Catastrophic wildfire results from the abnormally intense heat they generate as a result of being highly-fueled by excessively abnormal ground fuels of grass and brush (aka: kindling/tinder) which are the hottest burning fuels (aka: ‘accelerants’). The excess of ground fuels is the result of a depleted herbivory on the landscape (depleted deer and wild horses).

Grass and brush fuels burn hot and fast, and when supported by added oxygen from a wind can reach temperatures over 2,000 degrees Fahrenheit. Heat generated by catastrophic wildfire can melt aluminum (~1,250 degrees F) and deform steel (~1,800 degrees F).

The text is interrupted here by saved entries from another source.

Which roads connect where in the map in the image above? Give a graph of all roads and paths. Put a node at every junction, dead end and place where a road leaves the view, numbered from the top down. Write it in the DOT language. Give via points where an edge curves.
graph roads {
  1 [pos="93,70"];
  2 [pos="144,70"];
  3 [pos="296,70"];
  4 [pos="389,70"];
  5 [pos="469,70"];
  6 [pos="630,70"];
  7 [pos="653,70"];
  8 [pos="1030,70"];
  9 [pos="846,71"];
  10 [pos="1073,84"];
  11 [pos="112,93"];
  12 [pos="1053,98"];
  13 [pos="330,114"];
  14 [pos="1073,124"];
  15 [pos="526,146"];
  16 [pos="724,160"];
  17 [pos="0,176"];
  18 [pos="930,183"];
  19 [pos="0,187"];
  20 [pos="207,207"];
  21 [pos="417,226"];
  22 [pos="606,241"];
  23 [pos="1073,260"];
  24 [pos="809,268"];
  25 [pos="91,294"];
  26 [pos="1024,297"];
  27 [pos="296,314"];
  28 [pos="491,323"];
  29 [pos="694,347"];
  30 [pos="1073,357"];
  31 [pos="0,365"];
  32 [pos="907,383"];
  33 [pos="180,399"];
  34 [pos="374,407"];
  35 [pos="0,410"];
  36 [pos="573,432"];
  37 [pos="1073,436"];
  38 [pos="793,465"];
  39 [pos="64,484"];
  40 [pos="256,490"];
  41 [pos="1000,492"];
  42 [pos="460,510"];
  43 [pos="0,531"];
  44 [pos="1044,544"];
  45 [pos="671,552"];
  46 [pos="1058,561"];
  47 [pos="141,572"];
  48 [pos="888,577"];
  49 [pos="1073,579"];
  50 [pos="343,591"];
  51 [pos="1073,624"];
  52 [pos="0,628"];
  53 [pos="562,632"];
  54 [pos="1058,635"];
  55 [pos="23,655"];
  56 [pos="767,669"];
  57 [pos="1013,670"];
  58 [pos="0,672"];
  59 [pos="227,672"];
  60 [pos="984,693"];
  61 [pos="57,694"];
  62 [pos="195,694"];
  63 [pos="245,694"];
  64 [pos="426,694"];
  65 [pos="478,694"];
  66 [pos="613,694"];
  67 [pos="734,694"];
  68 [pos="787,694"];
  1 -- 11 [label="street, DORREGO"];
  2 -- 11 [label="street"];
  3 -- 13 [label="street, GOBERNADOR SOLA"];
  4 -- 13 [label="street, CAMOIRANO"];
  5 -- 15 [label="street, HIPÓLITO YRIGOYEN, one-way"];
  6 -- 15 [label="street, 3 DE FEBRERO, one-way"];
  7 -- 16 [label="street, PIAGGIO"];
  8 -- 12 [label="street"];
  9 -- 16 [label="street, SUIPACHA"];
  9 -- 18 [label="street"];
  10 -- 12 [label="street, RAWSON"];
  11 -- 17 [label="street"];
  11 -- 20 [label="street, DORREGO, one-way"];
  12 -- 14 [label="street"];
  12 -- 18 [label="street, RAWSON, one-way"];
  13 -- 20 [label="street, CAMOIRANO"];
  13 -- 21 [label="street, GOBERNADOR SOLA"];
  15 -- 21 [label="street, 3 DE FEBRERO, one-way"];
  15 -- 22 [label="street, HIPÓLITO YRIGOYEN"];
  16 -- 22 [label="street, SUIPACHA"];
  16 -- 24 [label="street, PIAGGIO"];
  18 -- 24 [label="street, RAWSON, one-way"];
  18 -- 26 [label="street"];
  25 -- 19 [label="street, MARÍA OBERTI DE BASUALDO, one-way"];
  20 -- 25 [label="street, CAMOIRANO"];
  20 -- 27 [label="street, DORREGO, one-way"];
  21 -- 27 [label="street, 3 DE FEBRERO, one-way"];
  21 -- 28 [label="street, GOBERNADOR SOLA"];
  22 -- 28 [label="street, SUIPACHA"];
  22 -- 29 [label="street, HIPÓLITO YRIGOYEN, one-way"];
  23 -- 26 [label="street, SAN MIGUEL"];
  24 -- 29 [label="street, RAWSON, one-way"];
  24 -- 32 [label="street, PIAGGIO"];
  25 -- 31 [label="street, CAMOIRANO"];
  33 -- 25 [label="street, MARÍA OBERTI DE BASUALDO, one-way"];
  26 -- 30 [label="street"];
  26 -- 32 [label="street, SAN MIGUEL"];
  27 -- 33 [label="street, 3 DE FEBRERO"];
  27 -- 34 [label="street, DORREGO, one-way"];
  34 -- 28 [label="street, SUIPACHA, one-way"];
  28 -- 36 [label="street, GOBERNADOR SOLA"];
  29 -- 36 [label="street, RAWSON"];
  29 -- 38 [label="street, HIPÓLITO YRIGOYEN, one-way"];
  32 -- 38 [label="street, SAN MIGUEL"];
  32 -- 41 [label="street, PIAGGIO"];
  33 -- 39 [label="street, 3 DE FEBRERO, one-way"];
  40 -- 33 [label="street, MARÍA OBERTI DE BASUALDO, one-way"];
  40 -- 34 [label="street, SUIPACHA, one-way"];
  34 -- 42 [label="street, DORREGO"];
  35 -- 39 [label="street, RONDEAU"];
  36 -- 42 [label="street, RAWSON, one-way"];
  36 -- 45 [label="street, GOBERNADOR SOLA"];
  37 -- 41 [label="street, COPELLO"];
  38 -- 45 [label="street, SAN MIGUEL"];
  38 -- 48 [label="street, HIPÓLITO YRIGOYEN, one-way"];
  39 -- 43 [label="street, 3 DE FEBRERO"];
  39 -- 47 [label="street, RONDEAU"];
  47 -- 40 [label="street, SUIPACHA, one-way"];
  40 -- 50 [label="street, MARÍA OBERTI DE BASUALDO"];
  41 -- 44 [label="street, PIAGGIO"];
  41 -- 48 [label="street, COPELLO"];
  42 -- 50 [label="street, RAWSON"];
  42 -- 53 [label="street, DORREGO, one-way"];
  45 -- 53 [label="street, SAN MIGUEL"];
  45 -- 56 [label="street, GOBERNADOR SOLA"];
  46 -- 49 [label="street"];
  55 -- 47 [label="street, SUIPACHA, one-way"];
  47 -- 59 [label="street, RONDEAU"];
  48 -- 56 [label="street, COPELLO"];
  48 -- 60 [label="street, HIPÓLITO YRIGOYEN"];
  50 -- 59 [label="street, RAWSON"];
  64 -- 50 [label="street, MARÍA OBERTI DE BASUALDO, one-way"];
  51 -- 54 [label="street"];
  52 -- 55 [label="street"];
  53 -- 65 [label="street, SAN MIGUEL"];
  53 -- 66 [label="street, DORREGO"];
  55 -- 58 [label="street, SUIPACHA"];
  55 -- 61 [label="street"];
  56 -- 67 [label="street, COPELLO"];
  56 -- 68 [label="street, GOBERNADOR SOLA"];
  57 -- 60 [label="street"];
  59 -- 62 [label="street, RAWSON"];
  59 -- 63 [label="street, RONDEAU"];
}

Grass and brush fuels are responsible for carrying (spreading) fire to other nearby fuels, including heavier fuels (trees, structures, etc.) which these super-hot burning grass and brush fuels will quickly kindle into flames as well…

Even dead, dried snags (dead trees) are made less dangerous by reducing the grass and brush fuels around such ‘heavy fuels’, as seen in this photo:

From left, Lauren Brown, CSNM Manager; Elizabeth Burghard, BLM District Manager.

In October 2019, I personally guided Ms. Brown and Ms. Burghard on a tour of the Cascade-Siskiyou National Monument (‘CSNM’) to show them the benefits of having native species large herbivores present in the forest there.

I was able to quickly make my point when we ran across a huge conifer snag that had been hit by lightening and burned furiously. Even so, the fire couldn’t spread to the other nearby fuels (trees, etc.) because the wild horses had symbiotically grazed-down and maintained the grass and brush fuels around the snag to nominal levels.

As a result of the symbiotic grazing of wild horses, the tree burned furiously yet, the fire didn’t spread, saving the Monument from further wildfire damage.

William E. Simpson II is a naturalist, author, and conservationist living in Yreka, CA.